**PROBLEM DESCRIPTION**
Each entry is to be reproduced verbatim, and images are to be omitted.

[Stored items]
'''
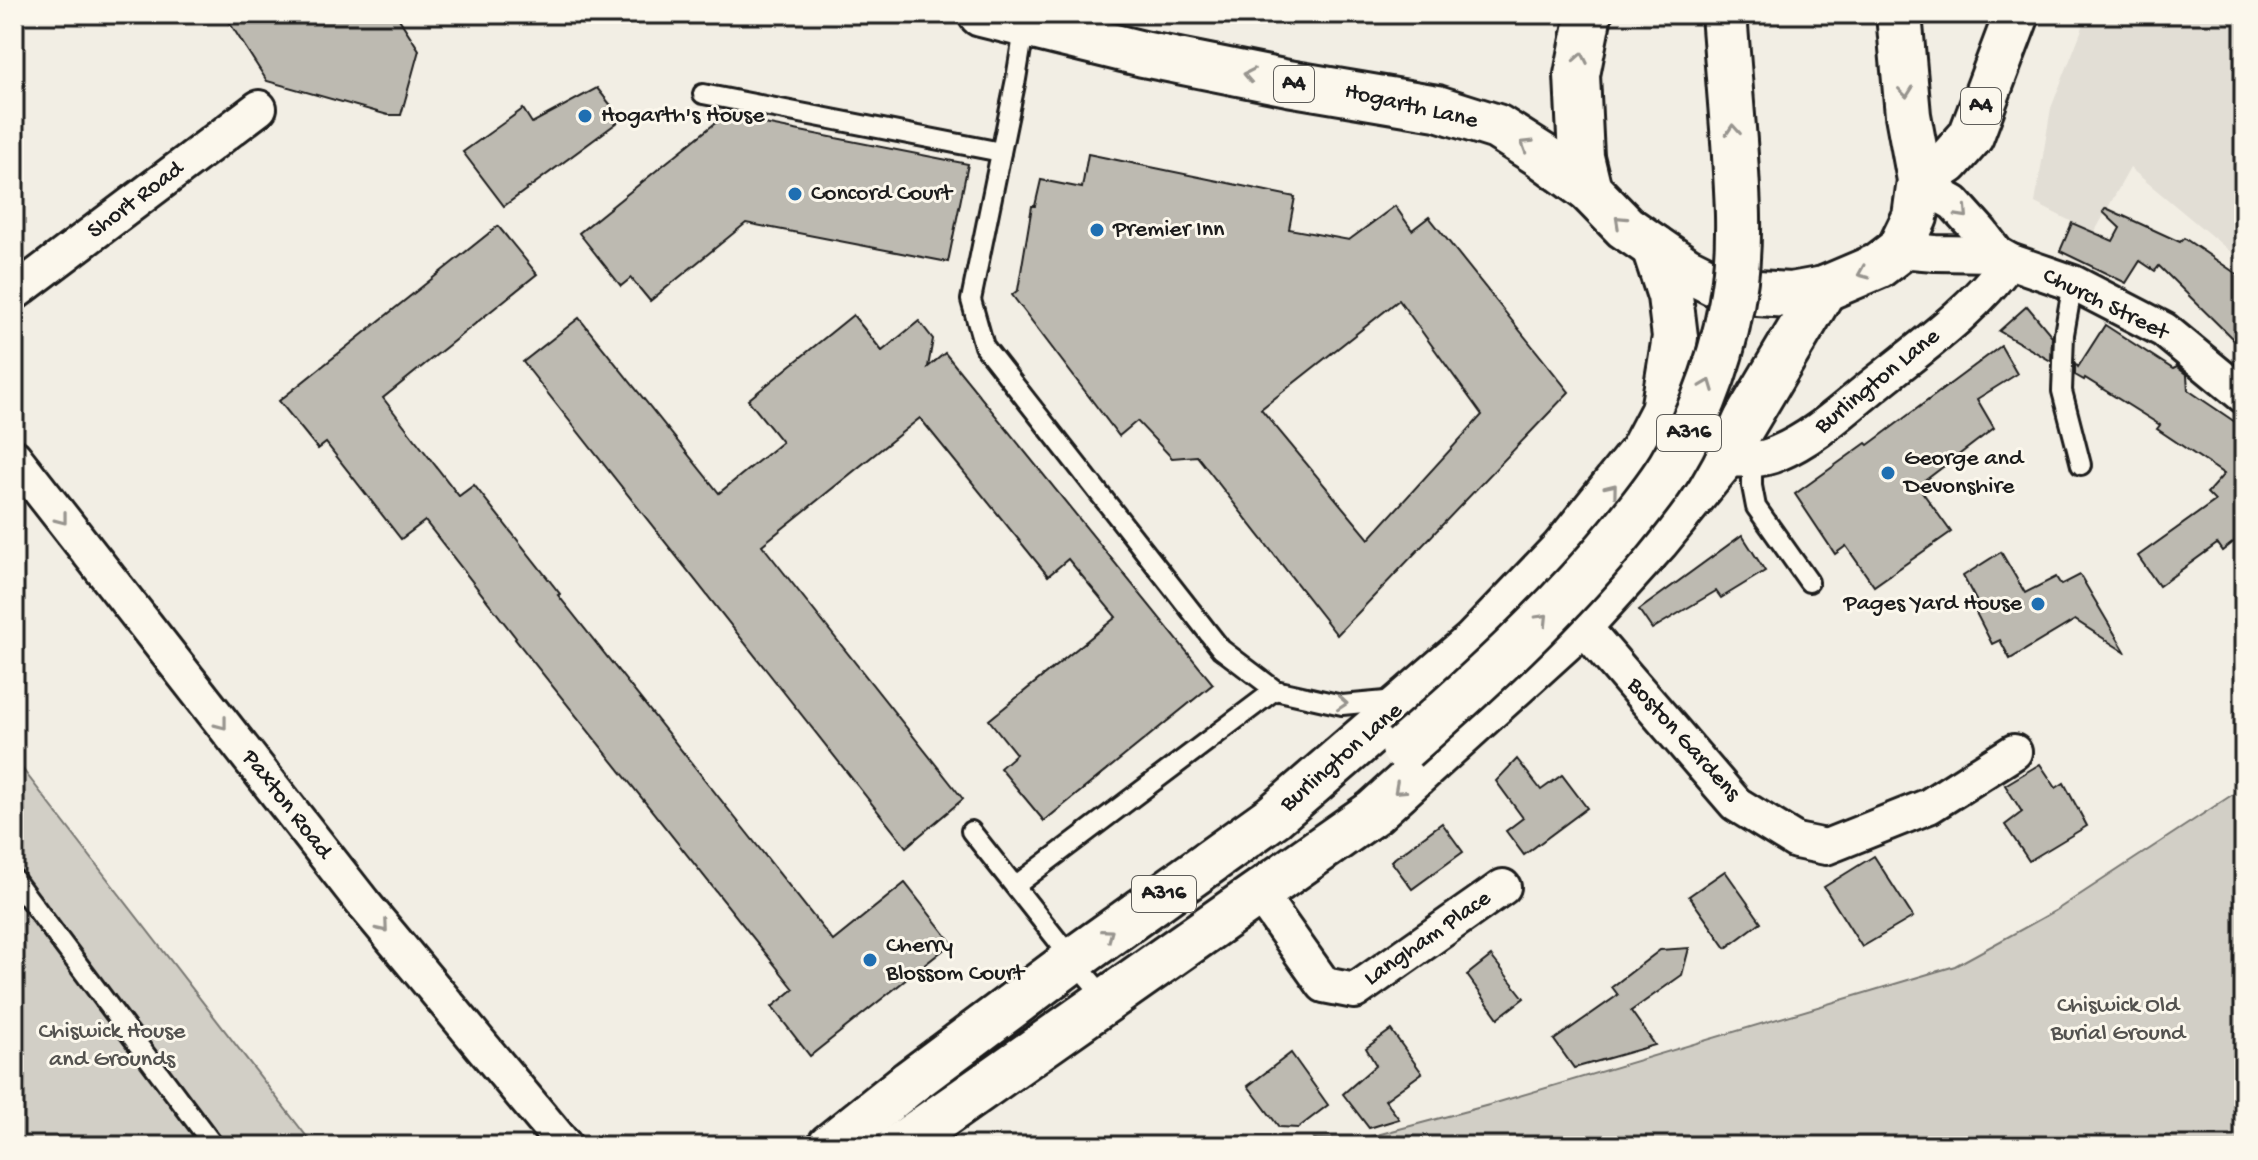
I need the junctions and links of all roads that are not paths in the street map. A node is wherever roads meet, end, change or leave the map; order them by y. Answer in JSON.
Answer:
{"nodes":[{"id":1,"x":981,"y":14,"type":"edge"},
{"id":2,"x":1589,"y":14,"type":"edge"},
{"id":3,"x":1724,"y":14,"type":"edge"},
{"id":4,"x":1899,"y":14,"type":"edge"},
{"id":5,"x":2017,"y":14,"type":"edge"},
{"id":6,"x":1025,"y":24,"type":"junction"},
{"id":7,"x":703,"y":94,"type":"dead end"},
{"id":8,"x":259,"y":108,"type":"dead end"},
{"id":9,"x":1001,"y":152,"type":"junction"},
{"id":10,"x":1920,"y":182,"type":"junction"},
{"id":11,"x":1589,"y":190,"type":"junction"},
{"id":12,"x":1654,"y":247,"type":"junction"},
{"id":13,"x":1899,"y":250,"type":"junction"},
{"id":14,"x":2003,"y":258,"type":"junction"},
{"id":15,"x":2073,"y":283,"type":"junction"},
{"id":16,"x":1824,"y":289,"type":"junction"},
{"id":17,"x":14,"y":293,"type":"edge"},
{"id":18,"x":2244,"y":396,"type":"edge"},
{"id":19,"x":14,"y":457,"type":"edge"},
{"id":20,"x":1738,"y":460,"type":"junction"},
{"id":21,"x":2081,"y":465,"type":"dead end"},
{"id":22,"x":1809,"y":582,"type":"dead end"},
{"id":23,"x":1581,"y":624,"type":"junction"},
{"id":24,"x":1275,"y":690,"type":"junction"},
{"id":25,"x":1411,"y":699,"type":"junction"},
{"id":26,"x":2014,"y":752,"type":"dead end"},
{"id":27,"x":971,"y":831,"type":"dead end"},
{"id":28,"x":14,"y":879,"type":"edge"},
{"id":29,"x":1015,"y":886,"type":"junction"},
{"id":30,"x":1503,"y":887,"type":"dead end"},
{"id":31,"x":1258,"y":892,"type":"junction"},
{"id":32,"x":1091,"y":981,"type":"junction"},
{"id":33,"x":837,"y":1140,"type":"edge"},
{"id":34,"x":214,"y":1146,"type":"edge"},
{"id":35,"x":565,"y":1146,"type":"edge"},
{"id":36,"x":899,"y":1146,"type":"edge"}],
"edges":[{"from":1,"to":6,"type":"highway","name":"Hogarth Lane","number":"A4"},
{"from":11,"to":2,"type":"highway","one_way":true},
{"from":32,"to":3,"type":"highway","number":"A316","one_way":true,"bridge":true},
{"from":4,"to":10,"type":"highway","one_way":true},
{"from":5,"to":10,"type":"highway","number":"A4"},
{"from":6,"to":9,"type":"lane"},
{"from":11,"to":6,"type":"highway","name":"Hogarth Lane","number":"A4","one_way":true},
{"from":7,"to":9,"type":"lane"},
{"from":8,"to":17,"type":"street","name":"Short Road"},
{"from":9,"to":24,"type":"lane"},
{"from":10,"to":13,"type":"highway"},
{"from":10,"to":14,"type":"street","one_way":true},
{"from":12,"to":11,"type":"highway","name":"Hogarth Lane","one_way":true},
{"from":12,"to":16,"type":"highway","name":"Hogarth Lane"},
{"from":25,"to":12,"type":"highway","name":"Burlington Lane","number":"A316","one_way":true},
{"from":13,"to":14,"type":"street","name":"Church Street"},
{"from":13,"to":16,"type":"highway","name":"Hogarth Lane","one_way":true},
{"from":14,"to":15,"type":"street","name":"Church Street"},
{"from":14,"to":20,"type":"street","name":"Burlington Lane"},
{"from":15,"to":18,"type":"street","name":"Church Street"},
{"from":15,"to":21,"type":"lane"},
{"from":16,"to":20,"type":"highway","name":"Burlington Lane","number":"A316"},
{"from":19,"to":35,"type":"street","name":"Paxton Road","one_way":true},
{"from":20,"to":22,"type":"lane"},
{"from":20,"to":23,"type":"highway","name":"Burlington Lane","number":"A316"},
{"from":23,"to":26,"type":"street","name":"Boston Gardens"},
{"from":23,"to":31,"type":"highway","name":"Burlington Lane","number":"A316","one_way":true},
{"from":24,"to":25,"type":"lane","one_way":true},
{"from":24,"to":29,"type":"lane"},
{"from":32,"to":25,"type":"highway","name":"Burlington Lane","number":"A316","one_way":true},
{"from":27,"to":29,"type":"lane"},
{"from":28,"to":34,"type":"lane"},
{"from":29,"to":32,"type":"lane"},
{"from":30,"to":31,"type":"street","name":"Langham Place"},
{"from":31,"to":32,"type":"highway","name":"Burlington Lane","number":"A316"},
{"from":32,"to":33,"type":"highway","name":"Burlington Lane","number":"A316"},
{"from":32,"to":36,"type":"highway","name":"Burlington Lane","number":"A316"}]}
'''
**REPLY TO THE TASK**
I need the junctions and links of all roads that are not paths in the street map. A node is wherever roads meet, end, change or leave the map; order them by y. Answer in JSON.
Answer:
{"nodes":[{"id":1,"x":981,"y":14,"type":"edge"},
{"id":2,"x":1589,"y":14,"type":"edge"},
{"id":3,"x":1724,"y":14,"type":"edge"},
{"id":4,"x":1899,"y":14,"type":"edge"},
{"id":5,"x":2017,"y":14,"type":"edge"},
{"id":6,"x":1025,"y":24,"type":"junction"},
{"id":7,"x":703,"y":94,"type":"dead end"},
{"id":8,"x":259,"y":108,"type":"dead end"},
{"id":9,"x":1001,"y":152,"type":"junction"},
{"id":10,"x":1920,"y":182,"type":"junction"},
{"id":11,"x":1589,"y":190,"type":"junction"},
{"id":12,"x":1654,"y":247,"type":"junction"},
{"id":13,"x":1899,"y":250,"type":"junction"},
{"id":14,"x":2003,"y":258,"type":"junction"},
{"id":15,"x":2073,"y":283,"type":"junction"},
{"id":16,"x":1824,"y":289,"type":"junction"},
{"id":17,"x":14,"y":293,"type":"edge"},
{"id":18,"x":2244,"y":396,"type":"edge"},
{"id":19,"x":14,"y":457,"type":"edge"},
{"id":20,"x":1738,"y":460,"type":"junction"},
{"id":21,"x":2081,"y":465,"type":"dead end"},
{"id":22,"x":1809,"y":582,"type":"dead end"},
{"id":23,"x":1581,"y":624,"type":"junction"},
{"id":24,"x":1275,"y":690,"type":"junction"},
{"id":25,"x":1411,"y":699,"type":"junction"},
{"id":26,"x":2014,"y":752,"type":"dead end"},
{"id":27,"x":971,"y":831,"type":"dead end"},
{"id":28,"x":14,"y":879,"type":"edge"},
{"id":29,"x":1015,"y":886,"type":"junction"},
{"id":30,"x":1503,"y":887,"type":"dead end"},
{"id":31,"x":1258,"y":892,"type":"junction"},
{"id":32,"x":1091,"y":981,"type":"junction"},
{"id":33,"x":837,"y":1140,"type":"edge"},
{"id":34,"x":214,"y":1146,"type":"edge"},
{"id":35,"x":565,"y":1146,"type":"edge"},
{"id":36,"x":899,"y":1146,"type":"edge"}],
"edges":[{"from":1,"to":6,"type":"highway","name":"Hogarth Lane","number":"A4"},
{"from":11,"to":2,"type":"highway","one_way":true},
{"from":32,"to":3,"type":"highway","number":"A316","one_way":true,"bridge":true},
{"from":4,"to":10,"type":"highway","one_way":true},
{"from":5,"to":10,"type":"highway","number":"A4"},
{"from":6,"to":9,"type":"lane"},
{"from":11,"to":6,"type":"highway","name":"Hogarth Lane","number":"A4","one_way":true},
{"from":7,"to":9,"type":"lane"},
{"from":8,"to":17,"type":"street","name":"Short Road"},
{"from":9,"to":24,"type":"lane"},
{"from":10,"to":13,"type":"highway"},
{"from":10,"to":14,"type":"street","one_way":true},
{"from":12,"to":11,"type":"highway","name":"Hogarth Lane","one_way":true},
{"from":12,"to":16,"type":"highway","name":"Hogarth Lane"},
{"from":25,"to":12,"type":"highway","name":"Burlington Lane","number":"A316","one_way":true},
{"from":13,"to":14,"type":"street","name":"Church Street"},
{"from":13,"to":16,"type":"highway","name":"Hogarth Lane","one_way":true},
{"from":14,"to":15,"type":"street","name":"Church Street"},
{"from":14,"to":20,"type":"street","name":"Burlington Lane"},
{"from":15,"to":18,"type":"street","name":"Church Street"},
{"from":15,"to":21,"type":"lane"},
{"from":16,"to":20,"type":"highway","name":"Burlington Lane","number":"A316"},
{"from":19,"to":35,"type":"street","name":"Paxton Road","one_way":true},
{"from":20,"to":22,"type":"lane"},
{"from":20,"to":23,"type":"highway","name":"Burlington Lane","number":"A316"},
{"from":23,"to":26,"type":"street","name":"Boston Gardens"},
{"from":23,"to":31,"type":"highway","name":"Burlington Lane","number":"A316","one_way":true},
{"from":24,"to":25,"type":"lane","one_way":true},
{"from":24,"to":29,"type":"lane"},
{"from":32,"to":25,"type":"highway","name":"Burlington Lane","number":"A316","one_way":true},
{"from":27,"to":29,"type":"lane"},
{"from":28,"to":34,"type":"lane"},
{"from":29,"to":32,"type":"lane"},
{"from":30,"to":31,"type":"street","name":"Langham Place"},
{"from":31,"to":32,"type":"highway","name":"Burlington Lane","number":"A316"},
{"from":32,"to":33,"type":"highway","name":"Burlington Lane","number":"A316"},
{"from":32,"to":36,"type":"highway","name":"Burlington Lane","number":"A316"}]}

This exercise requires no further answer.